PAISLEY – there is something about the rain, I can’t really put my finger on it but it creates a sense of synergy for me. Maybe all that Mother Nature unleashed stuff taps into my muse or something. I don’t know, but give me a rainy day and there I am – writing away.
DAVID – awww, thank you, my dear Aussie friend. Drought is definitely a problem in rural Australia as you and I know. I have heard some terribly sad stories. How hard it must be to lose everything because it just doesn’t rain. I can’t imagine. I am so glad you liked the story!
What a wonderful story. Sad, but still… there’s something about it that just says something. I wish I could put my finger on it, but I almost feel like the main character will change things, make the rains come, or something.
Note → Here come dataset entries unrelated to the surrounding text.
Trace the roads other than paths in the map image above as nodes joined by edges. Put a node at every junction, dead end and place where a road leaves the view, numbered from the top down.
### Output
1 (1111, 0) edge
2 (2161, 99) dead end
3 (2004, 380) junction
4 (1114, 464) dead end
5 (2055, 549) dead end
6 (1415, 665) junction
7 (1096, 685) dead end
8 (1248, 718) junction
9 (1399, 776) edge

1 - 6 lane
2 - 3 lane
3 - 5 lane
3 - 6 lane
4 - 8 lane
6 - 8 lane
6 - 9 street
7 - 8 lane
I don’t know.
Truly wonderful, as usual.
So moving. So real.
Great story. It’s funny because I just finished a story that has a very similar beginning as this one.
For some reason I can’t leave a comment at Search Engine Fiction to link to my attempt at your prompt.
I don’t do fiction, but this has given me a great idea for a video. But I can’t do it right now … I need to wait for it to rain.
I wonder if I can use that excellent song for a sound-track?
KAREN – OMG, you are so intuitive. I thought the same as I was writing this. We are definitely on the same wavelength. XX
BRENDA – oh, it is truly great to hear from you. I hope you are well. I really appreciate the visit.
LAURI – I will fix it up for you. I am coming over to read your piece shortly!
TRAVELRAT – any genre is welcome on Search Engine Stories. Stupidly, I entered ‘searchenginefiction ‘ as the URL when I was setting up the blog (it was 2AM) and now I’m stuck with it. C’est la vie. I am sure Chris would be delighted to let you use his song. You should pop over and visit him. He is a lovely person.
This is so moving. I wish I could write this way. However, I am truly inspired by your creativity that it sparks my own. Thank you, Selma.
And yes, my songs are for free. As long as my name tags along, I don’t care where it goes. 🙂
CHRIS – do you know how many people have listened to your song and loved it? I am just so excited and glad right now. Nick has been singing it all day. This, to me, is what the creative spark is all about. You are an inspiration. Pure and simple!
Selma you are just amazing!
TBALL – you are the one who is amazing. But thank you. XX
what a sad tale, but I can understand why she didn’t want to go back to the country, the memories of her father still live in her mind, great piece
Selma, you write very well! Very interesting and touching story; good work with the rain.
LISSA – there are so many stories like this in rural Australia where the lack of water can make farms go bankrupt. Can you imagine never seeing rain? I know some kids on farms in Australia never have. So nice of you to stop by!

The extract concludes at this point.